*** Information supplied ***

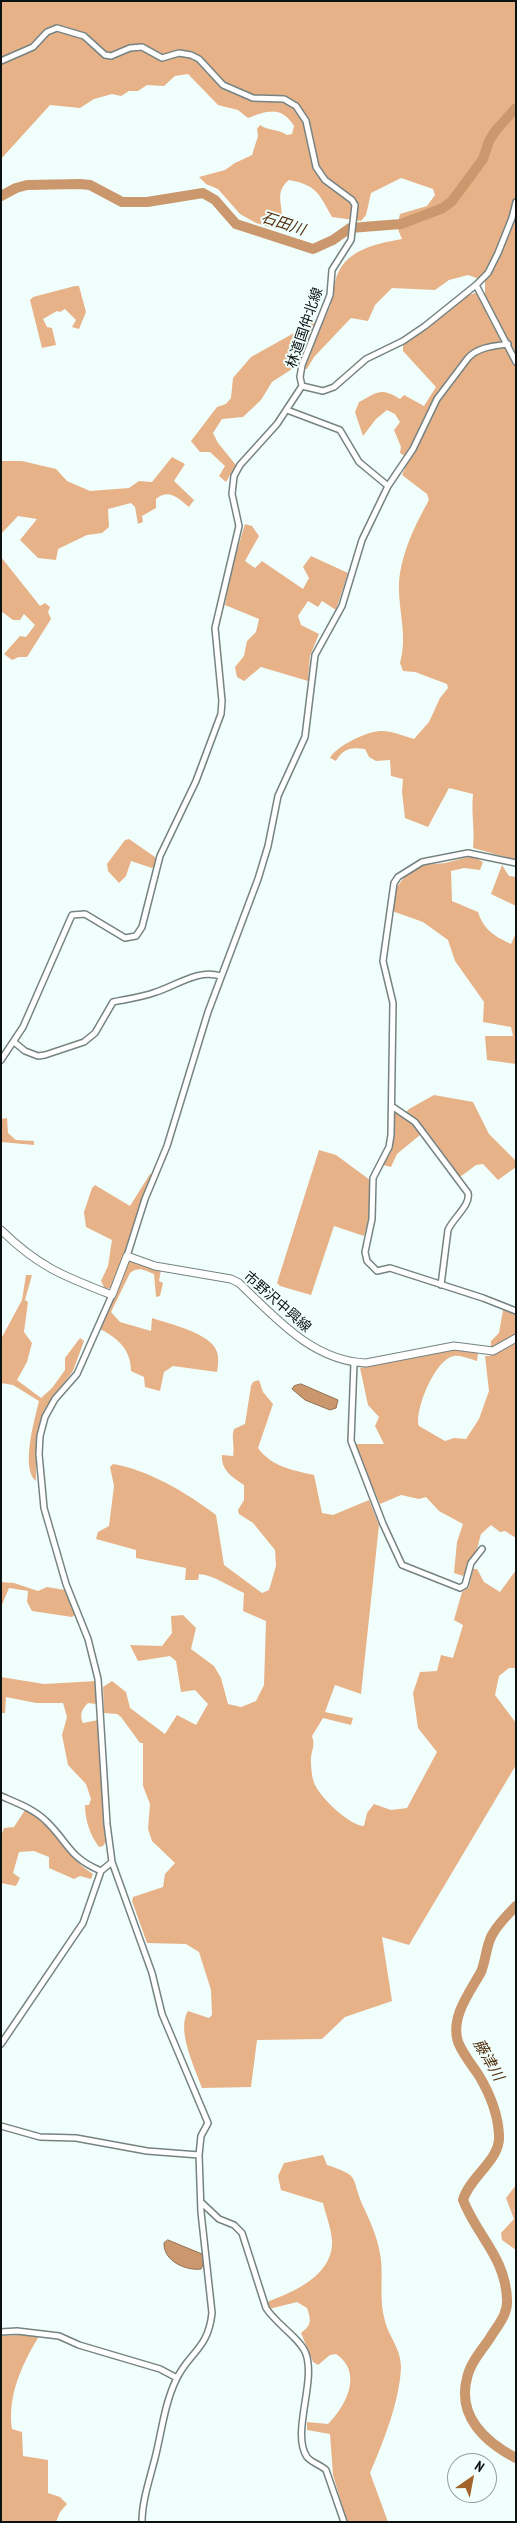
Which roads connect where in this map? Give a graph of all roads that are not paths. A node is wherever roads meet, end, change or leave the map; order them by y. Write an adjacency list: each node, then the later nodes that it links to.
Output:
1 (1, 61): 6 (street, 林道国仲北線)
2 (516, 202): 3 (street, 林道国仲北線)
3 (476, 285): 4 (street); 6 (street, 林道国仲北線)
4 (508, 344): 5 (street); 8 (street)
5 (516, 362)
6 (302, 386): 7 (street)
7 (287, 410): 8 (street); 11 (street)
8 (388, 486): 10 (street)
9 (516, 863): 13 (street)
10 (221, 976): 11 (street); 15 (street)
11 (14, 1042): 12 (street)
12 (1, 1060)
13 (393, 1107): 16 (street); 16 (street)
14 (1, 1230): 17 (main road)
15 (127, 1256): 17 (main road); 20 (main road, 市野沢中興線)
16 (441, 1285): 18 (street)
17 (112, 1295): 23 (street)
18 (516, 1311)
19 (516, 1338): 20 (main road, 市野沢中興線)
20 (354, 1363): 21 (street)
21 (482, 1549)
22 (1, 1796): 24 (street)
23 (112, 1862): 24 (street); 27 (street)
24 (101, 1871): 25 (street)
25 (1, 2044)
26 (1, 2126): 27 (street)
27 (199, 2156): 28 (street)
28 (202, 2203): 30 (street); 32 (street)
29 (1, 2332): 30 (street)
30 (177, 2378): 31 (street)
31 (142, 2522)
32 (344, 2522)

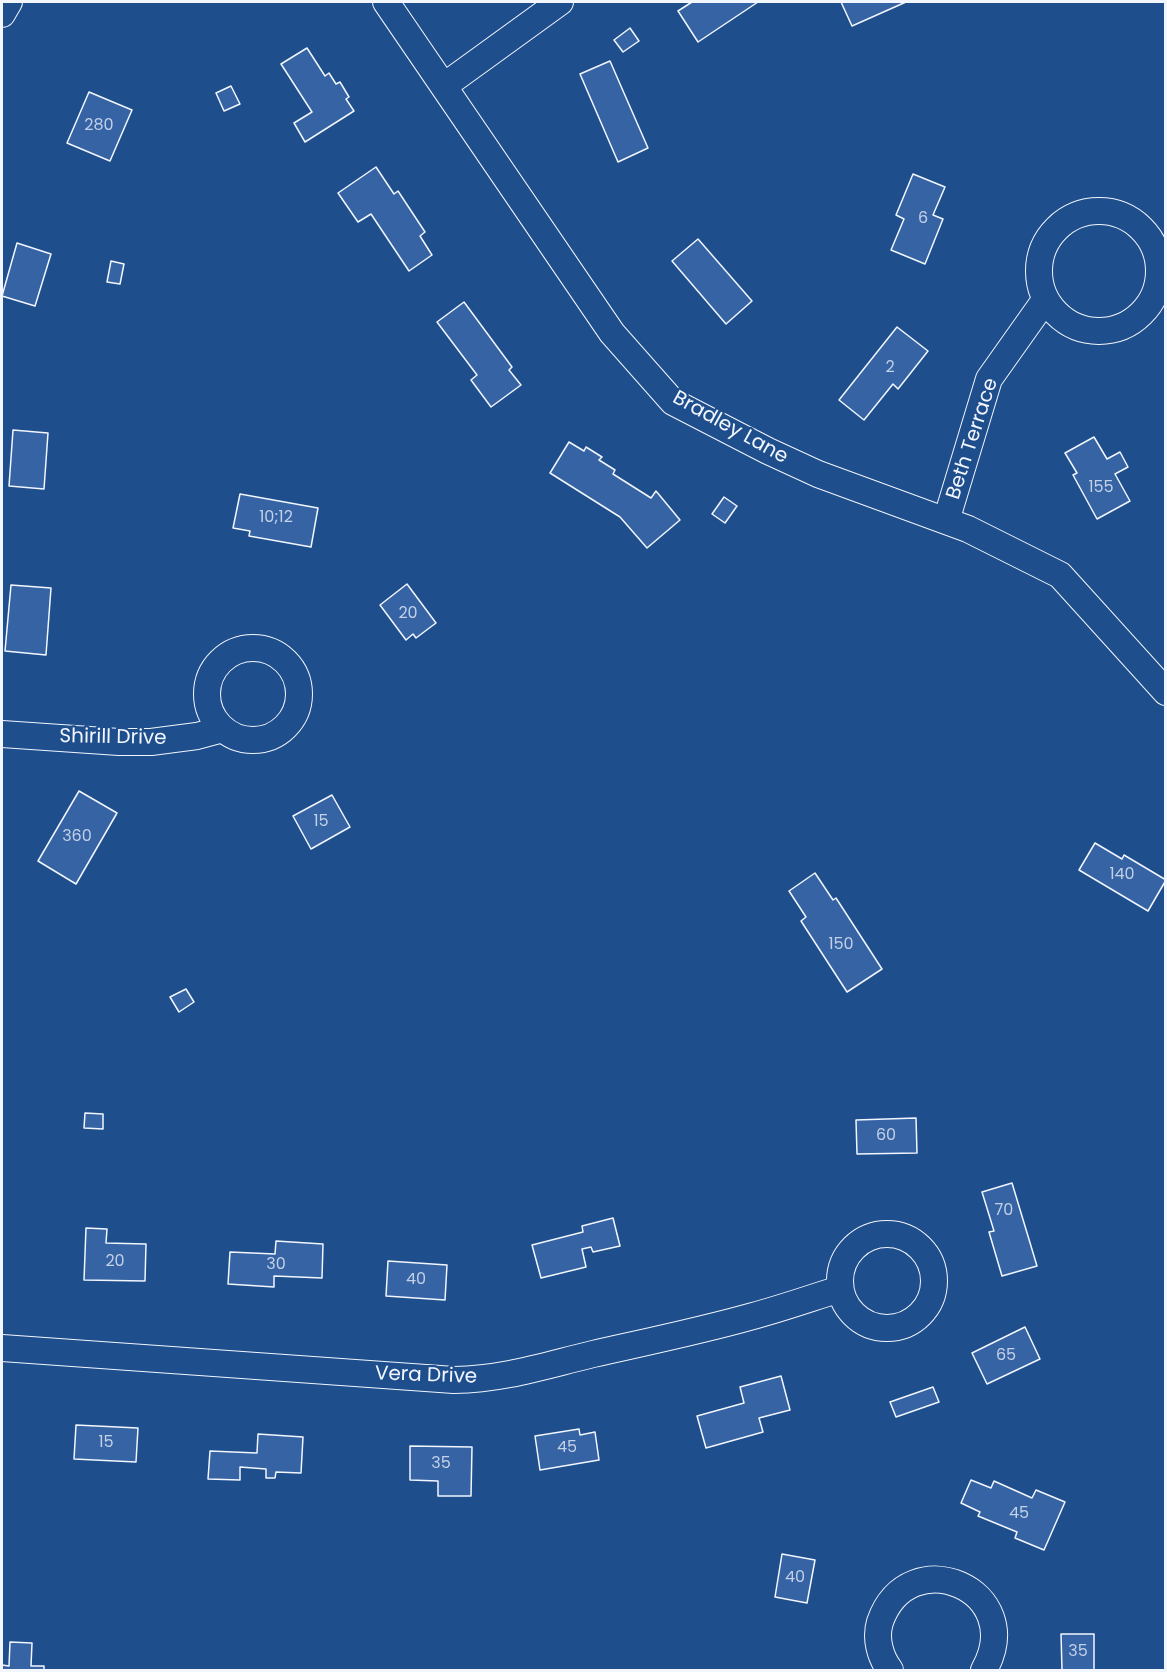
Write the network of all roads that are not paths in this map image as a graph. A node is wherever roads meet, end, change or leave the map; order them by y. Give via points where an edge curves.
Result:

*** End of Information supplied ***

### [What is needed]
Quote everything in the listing above exactly; pictures are the only thing to omit.

### [Your solution]
Which roads connect where in this map? Give a graph of all roads that are not paths. A node is wherever roads meet, end, change or leave the map; order them by y. Write an adjacency list: each node, then the later nodes that it links to.
Output:
1 (1, 61): 6 (street, 林道国仲北線)
2 (516, 202): 3 (street, 林道国仲北線)
3 (476, 285): 4 (street); 6 (street, 林道国仲北線)
4 (508, 344): 5 (street); 8 (street)
5 (516, 362)
6 (302, 386): 7 (street)
7 (287, 410): 8 (street); 11 (street)
8 (388, 486): 10 (street)
9 (516, 863): 13 (street)
10 (221, 976): 11 (street); 15 (street)
11 (14, 1042): 12 (street)
12 (1, 1060)
13 (393, 1107): 16 (street); 16 (street)
14 (1, 1230): 17 (main road)
15 (127, 1256): 17 (main road); 20 (main road, 市野沢中興線)
16 (441, 1285): 18 (street)
17 (112, 1295): 23 (street)
18 (516, 1311)
19 (516, 1338): 20 (main road, 市野沢中興線)
20 (354, 1363): 21 (street)
21 (482, 1549)
22 (1, 1796): 24 (street)
23 (112, 1862): 24 (street); 27 (street)
24 (101, 1871): 25 (street)
25 (1, 2044)
26 (1, 2126): 27 (street)
27 (199, 2156): 28 (street)
28 (202, 2203): 30 (street); 32 (street)
29 (1, 2332): 30 (street)
30 (177, 2378): 31 (street)
31 (142, 2522)
32 (344, 2522)

Write the network of all roads that are not paths in this map image as a graph. A node is wherever roads meet, end, change or leave the map; order them by y. Give via points where an edge curves.
Result:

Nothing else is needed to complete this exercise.